Yessay

Wenn mobile Datenübertragung auf dem Papier wunderbar funktioniert. Auf dem Papier.

Ich hatte mal wieder eine Gelegenheit genutzt und der Telekom bescheinigt, dass ihre Jubel-PR-Sprüche ein bisschen unangebracht sind, solange ihr mobiles Netz in einer der Boomregionen Deutschlands gefühlt mehr als Löchern denn aus Verbindung besteht. Mir ging es um die Netzverbindung entland der beiden Bahnstrecken zwischen München und Rosenheim. Ungewohnterweise kam diesmal eine Antwort, die tatsächlich mit der Sache zu tun hatte, nämlich diese:

Mal abgesehen davon, dass das Wörtchen „größtenteils“ auslegungsfähig ist – hier jetzt konkret und nachprüfbar die Bahnhöfe und Streckenabschnitte, an denen es Probleme gibt:

Hauptstrecke via Grafing-Bahnhof:

  • Grafing-Bahnhof nur temporär schwaches LTE, meist nur schwaches G3 oder E, manchmal gar kein Datennetz. Im Zug auf der Vorüberfahrt: Weiträumig zu beiden Seiten von Grafing-Bahnhof kein Datennetz, manchmal gar kein Netz.
  • Zwischen Grafing-Bahnhof und München: Weite Strecken ohne oder nur mit instabiler Datenübertragung.
  • Ostermünchen, Großkarolinenfeld: Auf den Bahnsteigen Netz vorhanden, bei der Vorüberfahrt im Zug nur sporadisch. Ständig Verbindungsabbrüche.
  • Zwischen München Ost und München Hauptbahnhof: Völlig unvorhersehbar, wie das Netz da wann funktioniert. Vorhersehbar ist freilich, dass es nie durchgehend funktioniert. Sprachanrufe sind im Zug zwischen München Ost und Hauptbahnhof grundsätzlich nicht möglich, da permanent unterbrochen. Wohlgemerkt: Mitten in München. Ist, glaube ich, die drittgrößte Stadt Deutschlands. Und irgendwo der Zahlmeister der Republik.

Mangfalltalbahn:

  • Kein Netz zwischen Kolbermoor und Aibling Kurpark. Und zwar restlos nix, weder Telefon noch Daten, und zwar nicht nur manchmal nicht. Da ist gar nichts.
  • Kein Netz zwischen Bruckmühl und Westerham.
  • Kein Netz im weiten Umkreis von Kreuzstraße. Und zwar null und  nix. Verbindung steht erst wieder unmittelbar vor Westerham bzw. Holzkirchen.
  • Instabile Wackelverbindung auf dem größten Teil der Strecke bis Deisenhofen.
  • In Deisenhofen: Kein Datennetz, meist auch kein Sprachnetz. In Deisenhofen!!! Das ist jetzt keine Millionenstadt, aber ein Ballungsgebiet unmittelbar vor München.
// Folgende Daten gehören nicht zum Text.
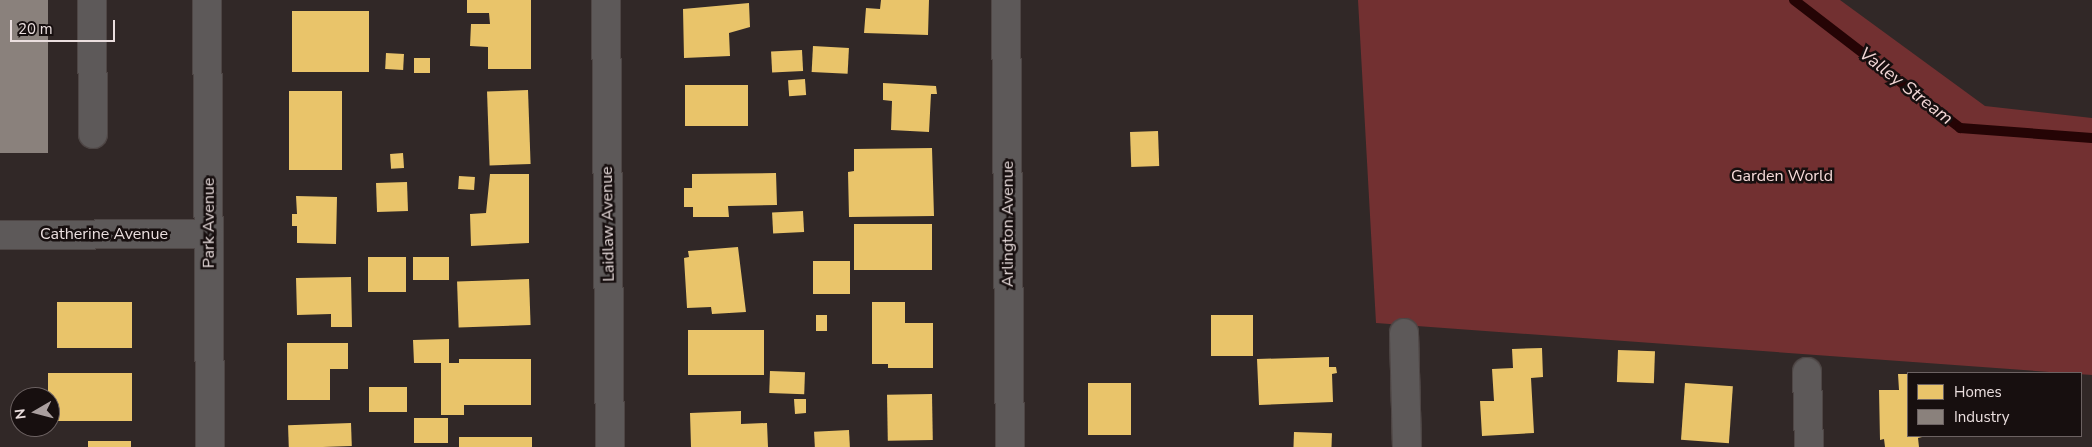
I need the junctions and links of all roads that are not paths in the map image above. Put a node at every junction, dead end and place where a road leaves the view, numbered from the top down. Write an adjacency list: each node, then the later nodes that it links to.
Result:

Insofern ist die Antwort mit dem „größtenteils“ vielleicht nicht ganz falsch, aber auf keinen Fall ganz richtig. Und der Zustand der Netzanbindung ist definitig nicht akzeptabel. Und die Antwort mit dem „größtenteils“ klingt erschreckenderweise eher so, als fände die Telekom das alles trotzdem ganz okay und plane keineswegs, die Löcher irgendwann zu stopfen.